Zugegeben, ein wenig Unwohlsein beschleicht 
einen doch bei dem Gedanken, dass seit gestern inklusive dem 
Deutsch-Türken Murat Kurnaz nun drei ehemalige Häftlinge des 
US-Gefängnisses Guantanamo in Deutschland leben. Zwar haben die 
Geheimdienste der USA den dreien in sicher stundenlangen und kaum 
zimperlichen Verhören keine Terrorpläne oder gar die Beteiligung an 
den Anschlägen vom 11. September 2001 nachweisen können. Aber 
Selbstmordattentäter verbreiten rund um den Globus soviel Angst und 
Schrecken, dass auch am unschuldigsten Moslem Verdacht hängt. Soweit 
haben Terror und Krieg gegen den Terrorismus viele in der westlichen 
Welt gebracht. Dennoch ist es richtig, dass Deutschland wenigstens 
drei offensichtlich zu unrecht beschuldigten und eingesperrten 
Männern eine neue Heimat gibt. Es ist wahr, dass Deutschland mit 
Guantanamo eigentlich nichts zu tun hat. Diese traurige Geschichte 
ist im Grunde Sache der Amerikaner. Wahr ist auch, dass die Aufnahme 
der Ex-Häftlinge mit immensem Aufwand verbunden ist. Und es stimmt 
natürlich, dass ein Restrisiko nie ganz ausgeschlossen werden kann. 

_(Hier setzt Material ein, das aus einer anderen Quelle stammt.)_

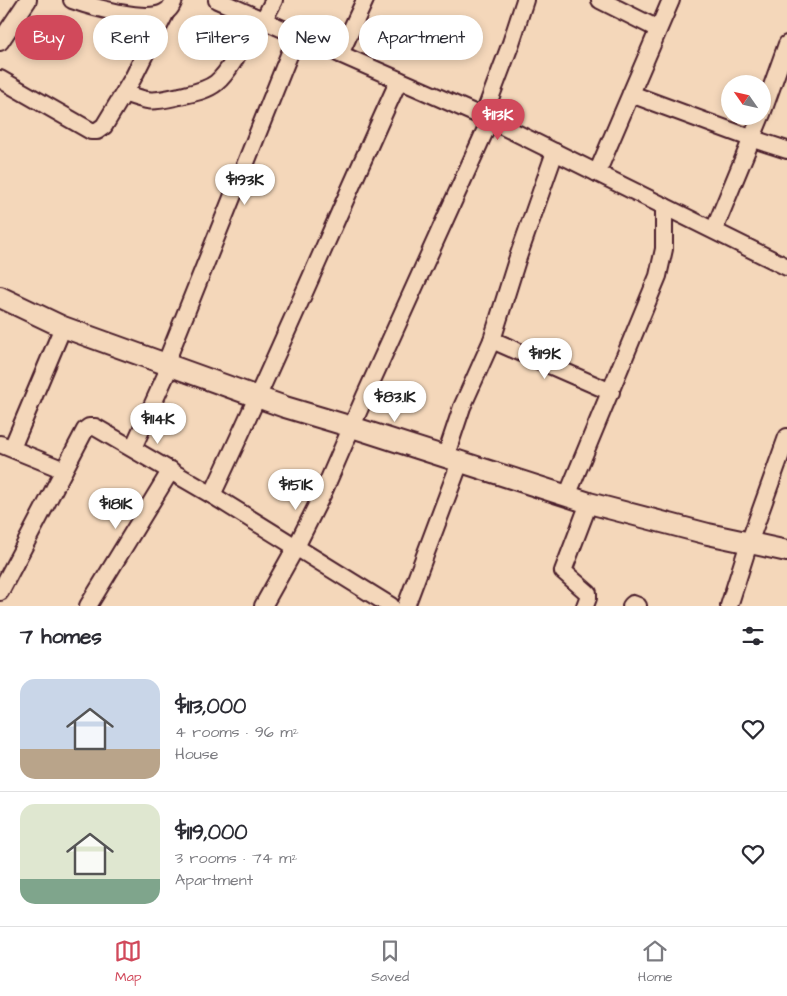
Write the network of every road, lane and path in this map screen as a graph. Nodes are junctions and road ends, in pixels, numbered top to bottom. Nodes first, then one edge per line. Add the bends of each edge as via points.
1 (28, 0) edge
2 (72, 0) edge
3 (217, 0) edge
4 (274, 0) edge
5 (365, 0) edge
6 (525, 0) edge
7 (600, 0) edge
8 (671, 0) edge
9 (170, 6) edge
10 (251, 15) edge
11 (263, 15) edge
12 (658, 29) junction
13 (349, 35) edge
14 (0, 42) edge
15 (787, 44) edge
16 (349, 58) edge
17 (234, 60) edge
18 (288, 60) edge
19 (0, 78) edge
20 (399, 80) junction
21 (771, 89) edge
22 (124, 93) junction
23 (630, 94) junction
24 (486, 118) junction
25 (758, 125) edge
26 (753, 140) junction
27 (787, 150) edge
28 (555, 152) junction
29 (597, 173) junction
30 (664, 206) junction
31 (714, 230) junction
32 (787, 267) edge
33 (0, 297) edge
34 (63, 327) junction
35 (492, 340) junction
36 (167, 365) junction
37 (610, 392) junction
38 (258, 398) junction
39 (352, 427) junction
40 (787, 438) edge
41 (6, 446) edge
42 (133, 448) junction
43 (452, 460) junction
44 (64, 470) junction
45 (171, 470) junction
46 (212, 495) junction
47 (567, 496) junction
48 (589, 503) junction
49 (749, 543) junction
50 (296, 547) junction
51 (787, 551) edge
52 (0, 592) edge
53 (589, 604) edge
54 (88, 606) edge
55 (263, 606) edge
56 (391, 606) edge
57 (406, 606) edge
58 (631, 606) edge
59 (638, 606) edge
60 (729, 606) edge

1 - 14 street
2 - 9 street via 108,12 127,14 161,14
3 - 10 street
4 - 11 street
5 - 13 street
6 - 24 street
7 - 12 street
8 - 12 street
9 - 22 street
12 - 23 street
15 - 21 street
16 - 20 street
17 - 22 street via 225,74 202,90 156,101
18 - 36 street
19 - 22 street via 90,131 104,126
20 - 24 street
20 - 38 street
23 - 26 street
23 - 29 street
24 - 28 street
24 - 39 street
25 - 26 street
26 - 27 street
26 - 31 street
28 - 29 street
28 - 35 street
29 - 30 street
30 - 31 street
30 - 37 street via 664,249 658,276
31 - 32 street
33 - 34 street
34 - 36 street
34 - 41 street
35 - 37 street
35 - 43 street via 462,407
36 - 38 street
36 - 42 street
37 - 47 street
38 - 39 street
38 - 46 street
39 - 43 street
39 - 50 street
40 - 49 street
41 - 44 street
42 - 44 street via 95,427 89,427
42 - 45 street
43 - 47 street
43 - 57 street
44 - 52 street
45 - 46 street
45 - 54 street
46 - 50 street
47 - 48 street
48 - 49 street
48 - 53 street via 563,571 585,588
49 - 51 street
49 - 60 street
50 - 55 street
50 - 56 street
58 - 59 street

Die Sauerland-Gruppe hat gezeigt, dass aus zunächst ganz normalen 
Menschen jederzeit Mordmaschinen werden können. Und doch ist es ein 
notwendiger Akt der Humanität, dass die Unschuldigen unter den fast 
800 Weggesperrten von Guantanamo ein neues, freies Leben anfangen 
können. Diesem Anspruch kann Deutschland sich nicht entziehen. Alle 
Bundesregierungen seit 2001 haben Guantanamo kritisiert und zu Recht 
angeprangert, dass weder Gerichtsverfahren stattfanden noch Anwälte 
sich um die bis zu neun Jahre lang Inhaftierten kümmern durften. 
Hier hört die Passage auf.